Expert, outstanding and famous cooks along with their big, big andas, cheena chattis and chatukam and karandhis (large enough to cook for a thousand guests) were also transported by air. Well, to make a long story short the wedding thus conducted was a great success, enjoyed by the whole population of the city. The Press, not to be left behind, gave a good coverage of the wedding!
The above story was published in the late 1960s, when US was out of reach to the common man. It was a dream come true for the first few Indians who were lucky enough to go to that country either as students for higher studies or officials sent on deputations and also for the diplomats getting posted there.
Now it is different. Every Indian household has at least one daughter or son settled there. Their children are no different from other children of other countries growing up there. Inter-marriages are common. Some prefer to come to their native place to get married, others get married in the cities where they grew up.
The first two knots were tied by Kartik, while the third knot was tied by Yamini, Kartik’s sister, as is the tradition. Yamini looked lovely dressed in a blue chiffon saree with a matching orange brocade blouse. The bride equally lovely and graceful was wearing a green chiffon sari and a pink brocade blouse, the groom in a tuxedo but no shoes. Next followed the other rites like the Saptha padi, Aseervadham and lastly the Aarathi.
The civil ceremony followed after a break for cocktails. While the guests were enjoying the drinks and meeting other friends, catching up with each other’s news, the bride and her bridesmaids absented themselves. Shortly, all the guests were seated at their respective tables – yes, there were about fifteen to twenty tables seating eight to ten people at each.
I really appreciated the way the guests were seated. Each table was labeled with the names of the guests, all members of each family in the same table. For example, my children and myself were at one table; the grandchildren were at another table; Jaishree’s mother and her brother, sister and niece with her family at another; known friends together likewise. Each one was made to feel at ease. The food, mainly north Indian, was served on individual plates.
Now, the bride in her really beautiful wedding dress walked down the stairs on her father’s arm followed by the two flower girls and bridesmaids, making a striking entry. From the other side Kartik and his Best Man walked in. It was a beautiful sight. The ceremony was conducted by a padre.

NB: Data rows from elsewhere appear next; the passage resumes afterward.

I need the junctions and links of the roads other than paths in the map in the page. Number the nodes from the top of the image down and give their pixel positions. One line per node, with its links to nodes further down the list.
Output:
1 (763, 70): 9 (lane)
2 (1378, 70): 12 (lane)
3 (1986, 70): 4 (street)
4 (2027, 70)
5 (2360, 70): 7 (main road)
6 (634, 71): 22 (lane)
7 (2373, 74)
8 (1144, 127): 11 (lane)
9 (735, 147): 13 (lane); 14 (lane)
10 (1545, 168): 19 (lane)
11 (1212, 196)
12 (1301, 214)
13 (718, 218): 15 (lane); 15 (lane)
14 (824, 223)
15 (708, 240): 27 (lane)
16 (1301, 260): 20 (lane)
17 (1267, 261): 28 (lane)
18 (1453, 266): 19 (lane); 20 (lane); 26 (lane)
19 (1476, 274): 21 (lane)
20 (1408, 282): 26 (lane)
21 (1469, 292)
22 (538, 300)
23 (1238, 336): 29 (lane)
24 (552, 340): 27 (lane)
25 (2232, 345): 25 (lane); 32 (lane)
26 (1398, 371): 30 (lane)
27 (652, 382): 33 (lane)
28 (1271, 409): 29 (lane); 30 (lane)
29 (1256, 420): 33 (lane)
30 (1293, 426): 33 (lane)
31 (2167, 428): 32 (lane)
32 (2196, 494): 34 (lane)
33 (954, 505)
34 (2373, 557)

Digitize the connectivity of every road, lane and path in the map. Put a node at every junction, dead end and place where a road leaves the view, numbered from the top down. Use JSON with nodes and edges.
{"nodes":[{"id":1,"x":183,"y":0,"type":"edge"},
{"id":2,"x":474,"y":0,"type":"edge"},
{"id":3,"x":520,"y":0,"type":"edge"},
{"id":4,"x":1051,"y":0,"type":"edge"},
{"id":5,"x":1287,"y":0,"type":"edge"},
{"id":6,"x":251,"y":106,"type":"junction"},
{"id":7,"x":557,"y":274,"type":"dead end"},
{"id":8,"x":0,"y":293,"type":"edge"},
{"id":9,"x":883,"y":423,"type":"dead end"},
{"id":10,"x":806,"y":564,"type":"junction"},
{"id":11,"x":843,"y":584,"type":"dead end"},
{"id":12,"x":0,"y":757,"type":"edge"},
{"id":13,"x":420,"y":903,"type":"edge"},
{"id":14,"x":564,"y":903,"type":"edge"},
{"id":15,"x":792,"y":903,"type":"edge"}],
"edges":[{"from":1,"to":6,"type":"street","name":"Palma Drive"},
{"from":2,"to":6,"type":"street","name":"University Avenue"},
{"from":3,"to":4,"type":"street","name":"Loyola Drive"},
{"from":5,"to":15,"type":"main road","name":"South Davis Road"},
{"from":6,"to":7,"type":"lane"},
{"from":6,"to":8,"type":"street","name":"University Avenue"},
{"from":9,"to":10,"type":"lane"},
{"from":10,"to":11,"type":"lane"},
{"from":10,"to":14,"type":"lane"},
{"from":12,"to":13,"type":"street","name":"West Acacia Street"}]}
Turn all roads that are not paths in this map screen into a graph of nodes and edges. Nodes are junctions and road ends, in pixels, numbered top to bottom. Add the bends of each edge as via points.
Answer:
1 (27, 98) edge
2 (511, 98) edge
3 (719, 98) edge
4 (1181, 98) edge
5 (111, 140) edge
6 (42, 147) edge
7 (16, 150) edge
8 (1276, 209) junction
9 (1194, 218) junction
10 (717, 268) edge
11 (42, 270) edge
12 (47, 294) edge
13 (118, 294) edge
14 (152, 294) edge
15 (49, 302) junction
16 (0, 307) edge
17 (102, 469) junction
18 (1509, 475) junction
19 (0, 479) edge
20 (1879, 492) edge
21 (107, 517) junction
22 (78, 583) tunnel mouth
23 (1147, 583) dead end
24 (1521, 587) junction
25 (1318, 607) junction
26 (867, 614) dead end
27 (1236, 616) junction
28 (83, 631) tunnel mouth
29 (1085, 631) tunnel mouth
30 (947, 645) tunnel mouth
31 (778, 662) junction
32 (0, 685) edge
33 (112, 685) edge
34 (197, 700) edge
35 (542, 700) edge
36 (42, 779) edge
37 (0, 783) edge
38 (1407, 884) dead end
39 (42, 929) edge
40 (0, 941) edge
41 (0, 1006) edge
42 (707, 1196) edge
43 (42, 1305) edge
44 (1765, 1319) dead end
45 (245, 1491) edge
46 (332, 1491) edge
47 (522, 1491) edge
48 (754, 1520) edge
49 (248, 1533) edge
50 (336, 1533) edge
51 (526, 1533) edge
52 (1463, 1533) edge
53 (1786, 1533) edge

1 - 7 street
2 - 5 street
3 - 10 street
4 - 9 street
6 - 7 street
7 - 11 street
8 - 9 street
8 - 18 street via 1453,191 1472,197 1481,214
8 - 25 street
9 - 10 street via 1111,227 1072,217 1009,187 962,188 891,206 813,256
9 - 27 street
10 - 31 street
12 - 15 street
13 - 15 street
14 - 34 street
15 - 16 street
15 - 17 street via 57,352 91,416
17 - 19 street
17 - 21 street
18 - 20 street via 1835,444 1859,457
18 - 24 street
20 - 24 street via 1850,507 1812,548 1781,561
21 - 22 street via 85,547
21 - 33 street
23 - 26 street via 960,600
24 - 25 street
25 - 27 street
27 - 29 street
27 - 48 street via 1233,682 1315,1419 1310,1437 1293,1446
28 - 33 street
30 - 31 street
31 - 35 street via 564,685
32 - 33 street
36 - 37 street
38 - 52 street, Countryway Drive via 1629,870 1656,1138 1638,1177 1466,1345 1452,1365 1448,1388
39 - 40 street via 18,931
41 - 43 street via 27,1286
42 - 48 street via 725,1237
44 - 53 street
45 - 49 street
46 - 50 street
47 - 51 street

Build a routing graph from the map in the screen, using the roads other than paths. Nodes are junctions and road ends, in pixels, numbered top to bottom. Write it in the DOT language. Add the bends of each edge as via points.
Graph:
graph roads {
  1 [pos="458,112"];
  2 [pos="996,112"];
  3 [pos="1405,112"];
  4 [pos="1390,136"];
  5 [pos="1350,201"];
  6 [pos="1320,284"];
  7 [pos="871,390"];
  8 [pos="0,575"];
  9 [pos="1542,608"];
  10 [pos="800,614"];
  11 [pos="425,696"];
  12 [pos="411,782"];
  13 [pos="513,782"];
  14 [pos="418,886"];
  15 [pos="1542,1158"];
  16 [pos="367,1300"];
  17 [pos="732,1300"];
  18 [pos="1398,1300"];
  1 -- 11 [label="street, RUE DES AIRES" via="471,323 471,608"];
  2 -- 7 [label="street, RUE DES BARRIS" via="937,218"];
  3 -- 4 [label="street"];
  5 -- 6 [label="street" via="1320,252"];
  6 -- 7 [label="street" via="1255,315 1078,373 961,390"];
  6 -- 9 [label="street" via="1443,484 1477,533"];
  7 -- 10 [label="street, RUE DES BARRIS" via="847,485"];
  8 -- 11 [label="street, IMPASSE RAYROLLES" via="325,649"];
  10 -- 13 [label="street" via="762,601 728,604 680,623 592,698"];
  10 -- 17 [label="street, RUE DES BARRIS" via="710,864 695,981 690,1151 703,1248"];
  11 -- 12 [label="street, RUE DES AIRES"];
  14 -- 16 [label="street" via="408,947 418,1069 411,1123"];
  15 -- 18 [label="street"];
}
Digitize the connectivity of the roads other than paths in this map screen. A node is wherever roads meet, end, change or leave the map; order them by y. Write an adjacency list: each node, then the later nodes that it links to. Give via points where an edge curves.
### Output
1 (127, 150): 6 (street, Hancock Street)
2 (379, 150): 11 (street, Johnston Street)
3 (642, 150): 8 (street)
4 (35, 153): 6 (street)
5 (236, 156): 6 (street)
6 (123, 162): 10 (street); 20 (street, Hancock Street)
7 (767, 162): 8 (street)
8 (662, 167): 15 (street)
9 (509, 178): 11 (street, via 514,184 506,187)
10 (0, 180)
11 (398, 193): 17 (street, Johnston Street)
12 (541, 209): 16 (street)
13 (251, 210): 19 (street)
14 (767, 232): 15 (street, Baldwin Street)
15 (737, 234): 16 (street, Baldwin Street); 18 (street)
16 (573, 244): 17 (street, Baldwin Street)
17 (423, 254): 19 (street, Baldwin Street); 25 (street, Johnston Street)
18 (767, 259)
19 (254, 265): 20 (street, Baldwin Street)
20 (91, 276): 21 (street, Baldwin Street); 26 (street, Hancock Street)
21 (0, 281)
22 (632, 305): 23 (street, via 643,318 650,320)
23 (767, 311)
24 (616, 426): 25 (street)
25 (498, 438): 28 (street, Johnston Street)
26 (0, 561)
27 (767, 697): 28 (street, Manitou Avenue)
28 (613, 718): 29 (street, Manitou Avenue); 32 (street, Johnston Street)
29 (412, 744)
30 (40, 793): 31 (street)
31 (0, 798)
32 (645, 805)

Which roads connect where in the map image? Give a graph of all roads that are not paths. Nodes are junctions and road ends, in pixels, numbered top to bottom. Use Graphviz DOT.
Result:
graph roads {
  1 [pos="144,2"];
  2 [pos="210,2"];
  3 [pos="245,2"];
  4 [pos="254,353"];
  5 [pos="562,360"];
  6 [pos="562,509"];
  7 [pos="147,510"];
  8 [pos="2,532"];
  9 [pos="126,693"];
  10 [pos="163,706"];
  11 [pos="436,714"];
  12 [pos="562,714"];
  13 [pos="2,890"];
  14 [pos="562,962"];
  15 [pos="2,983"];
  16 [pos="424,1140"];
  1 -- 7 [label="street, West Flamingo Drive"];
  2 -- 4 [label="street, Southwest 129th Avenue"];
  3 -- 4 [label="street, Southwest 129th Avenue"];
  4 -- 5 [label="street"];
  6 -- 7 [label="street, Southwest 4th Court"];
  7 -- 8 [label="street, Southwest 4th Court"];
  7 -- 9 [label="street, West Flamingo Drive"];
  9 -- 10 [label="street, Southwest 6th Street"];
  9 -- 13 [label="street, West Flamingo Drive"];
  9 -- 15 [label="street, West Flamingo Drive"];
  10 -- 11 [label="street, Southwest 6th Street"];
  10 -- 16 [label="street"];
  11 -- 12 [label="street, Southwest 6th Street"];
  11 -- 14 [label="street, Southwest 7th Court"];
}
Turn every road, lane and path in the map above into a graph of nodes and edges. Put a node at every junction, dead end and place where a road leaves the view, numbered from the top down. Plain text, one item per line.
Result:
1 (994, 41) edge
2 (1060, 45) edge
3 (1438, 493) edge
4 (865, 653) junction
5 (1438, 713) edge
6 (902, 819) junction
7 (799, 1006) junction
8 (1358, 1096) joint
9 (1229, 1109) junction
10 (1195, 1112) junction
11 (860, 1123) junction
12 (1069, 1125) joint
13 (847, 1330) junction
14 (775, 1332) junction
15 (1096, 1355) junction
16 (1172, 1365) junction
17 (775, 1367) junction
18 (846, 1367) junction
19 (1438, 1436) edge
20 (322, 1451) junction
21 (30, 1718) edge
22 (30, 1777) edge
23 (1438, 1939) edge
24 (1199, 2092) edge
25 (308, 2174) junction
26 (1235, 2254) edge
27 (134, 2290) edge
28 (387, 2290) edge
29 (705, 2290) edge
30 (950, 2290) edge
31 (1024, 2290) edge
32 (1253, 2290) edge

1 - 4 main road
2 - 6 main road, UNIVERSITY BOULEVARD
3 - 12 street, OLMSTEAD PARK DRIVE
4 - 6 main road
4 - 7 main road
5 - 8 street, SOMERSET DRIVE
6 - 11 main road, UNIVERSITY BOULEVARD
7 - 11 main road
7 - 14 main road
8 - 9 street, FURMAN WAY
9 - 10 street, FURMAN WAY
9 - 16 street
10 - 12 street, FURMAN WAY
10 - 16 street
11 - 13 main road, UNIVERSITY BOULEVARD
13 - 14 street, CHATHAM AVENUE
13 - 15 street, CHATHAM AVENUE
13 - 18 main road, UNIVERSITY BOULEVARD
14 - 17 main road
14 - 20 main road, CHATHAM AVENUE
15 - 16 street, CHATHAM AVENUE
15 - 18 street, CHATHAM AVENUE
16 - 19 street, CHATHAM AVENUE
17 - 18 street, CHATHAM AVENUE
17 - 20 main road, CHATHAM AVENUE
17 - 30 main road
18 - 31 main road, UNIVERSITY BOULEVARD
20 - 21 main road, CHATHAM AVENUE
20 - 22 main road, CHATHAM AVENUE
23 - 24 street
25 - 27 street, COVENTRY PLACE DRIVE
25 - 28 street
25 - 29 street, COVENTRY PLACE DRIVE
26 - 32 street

It was then time for every one to get on to the dance floor. Not only youngsters but slightly older couples -- Raji and Muthu, Jaishree and Bala -- also joined them. I felt very happy to see them all enjoying themselves.
I was also thrilled to see three and little girls – seven-year-old Maya and Arundati, and two-year-old Samyukta (three f my great granddaughters) dancing and prancingo all over the place, sometimes by themselves or with any willing partners. Maya’s wish was granted when Kartik found time to dance with her.
Unlike the Washington wedding, for this Chicago wedding there was no need to get anything from India,. There are many outlets in Chicago where one gets all that is needed for any of our functions including the Kalasam and mango leaves!